[Task statement] Every line of the data must be set down exactly as shown.

======

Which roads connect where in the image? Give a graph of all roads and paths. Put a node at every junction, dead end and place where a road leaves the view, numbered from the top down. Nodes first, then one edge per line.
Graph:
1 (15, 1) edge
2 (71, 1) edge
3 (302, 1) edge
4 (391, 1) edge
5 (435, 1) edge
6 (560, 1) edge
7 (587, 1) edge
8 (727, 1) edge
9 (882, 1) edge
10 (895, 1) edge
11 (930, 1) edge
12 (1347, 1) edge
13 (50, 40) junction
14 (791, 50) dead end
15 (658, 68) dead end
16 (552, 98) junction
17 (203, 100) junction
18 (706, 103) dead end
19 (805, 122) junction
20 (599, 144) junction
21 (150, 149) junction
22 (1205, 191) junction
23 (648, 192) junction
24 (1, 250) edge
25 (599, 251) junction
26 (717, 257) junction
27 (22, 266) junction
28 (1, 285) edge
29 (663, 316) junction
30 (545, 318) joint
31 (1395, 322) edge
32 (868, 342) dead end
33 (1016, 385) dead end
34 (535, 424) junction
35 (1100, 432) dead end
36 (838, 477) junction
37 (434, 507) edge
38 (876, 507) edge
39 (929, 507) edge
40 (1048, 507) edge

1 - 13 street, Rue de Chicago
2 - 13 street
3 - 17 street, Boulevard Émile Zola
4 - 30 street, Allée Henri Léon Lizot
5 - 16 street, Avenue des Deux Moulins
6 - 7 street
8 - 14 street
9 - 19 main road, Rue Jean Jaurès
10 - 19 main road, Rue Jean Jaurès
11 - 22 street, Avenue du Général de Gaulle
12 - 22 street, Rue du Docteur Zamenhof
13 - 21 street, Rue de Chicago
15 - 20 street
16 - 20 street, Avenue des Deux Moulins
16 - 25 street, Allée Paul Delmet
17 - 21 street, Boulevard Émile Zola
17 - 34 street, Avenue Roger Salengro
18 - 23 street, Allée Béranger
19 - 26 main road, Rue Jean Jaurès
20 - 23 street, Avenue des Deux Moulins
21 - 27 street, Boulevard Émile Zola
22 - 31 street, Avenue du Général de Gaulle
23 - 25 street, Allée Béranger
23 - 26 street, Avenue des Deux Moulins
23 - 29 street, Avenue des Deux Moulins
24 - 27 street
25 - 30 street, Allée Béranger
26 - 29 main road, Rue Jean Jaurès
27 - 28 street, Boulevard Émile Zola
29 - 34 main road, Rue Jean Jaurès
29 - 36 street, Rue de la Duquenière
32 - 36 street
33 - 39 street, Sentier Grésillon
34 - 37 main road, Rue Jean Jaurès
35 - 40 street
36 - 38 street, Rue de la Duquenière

======

[Task solution]
Which roads connect where in the image? Give a graph of all roads and paths. Put a node at every junction, dead end and place where a road leaves the view, numbered from the top down. Nodes first, then one edge per line.
Graph:
1 (15, 1) edge
2 (71, 1) edge
3 (302, 1) edge
4 (391, 1) edge
5 (435, 1) edge
6 (560, 1) edge
7 (587, 1) edge
8 (727, 1) edge
9 (882, 1) edge
10 (895, 1) edge
11 (930, 1) edge
12 (1347, 1) edge
13 (50, 40) junction
14 (791, 50) dead end
15 (658, 68) dead end
16 (552, 98) junction
17 (203, 100) junction
18 (706, 103) dead end
19 (805, 122) junction
20 (599, 144) junction
21 (150, 149) junction
22 (1205, 191) junction
23 (648, 192) junction
24 (1, 250) edge
25 (599, 251) junction
26 (717, 257) junction
27 (22, 266) junction
28 (1, 285) edge
29 (663, 316) junction
30 (545, 318) joint
31 (1395, 322) edge
32 (868, 342) dead end
33 (1016, 385) dead end
34 (535, 424) junction
35 (1100, 432) dead end
36 (838, 477) junction
37 (434, 507) edge
38 (876, 507) edge
39 (929, 507) edge
40 (1048, 507) edge

1 - 13 street, Rue de Chicago
2 - 13 street
3 - 17 street, Boulevard Émile Zola
4 - 30 street, Allée Henri Léon Lizot
5 - 16 street, Avenue des Deux Moulins
6 - 7 street
8 - 14 street
9 - 19 main road, Rue Jean Jaurès
10 - 19 main road, Rue Jean Jaurès
11 - 22 street, Avenue du Général de Gaulle
12 - 22 street, Rue du Docteur Zamenhof
13 - 21 street, Rue de Chicago
15 - 20 street
16 - 20 street, Avenue des Deux Moulins
16 - 25 street, Allée Paul Delmet
17 - 21 street, Boulevard Émile Zola
17 - 34 street, Avenue Roger Salengro
18 - 23 street, Allée Béranger
19 - 26 main road, Rue Jean Jaurès
20 - 23 street, Avenue des Deux Moulins
21 - 27 street, Boulevard Émile Zola
22 - 31 street, Avenue du Général de Gaulle
23 - 25 street, Allée Béranger
23 - 26 street, Avenue des Deux Moulins
23 - 29 street, Avenue des Deux Moulins
24 - 27 street
25 - 30 street, Allée Béranger
26 - 29 main road, Rue Jean Jaurès
27 - 28 street, Boulevard Émile Zola
29 - 34 main road, Rue Jean Jaurès
29 - 36 street, Rue de la Duquenière
32 - 36 street
33 - 39 street, Sentier Grésillon
34 - 37 main road, Rue Jean Jaurès
35 - 40 street
36 - 38 street, Rue de la Duquenière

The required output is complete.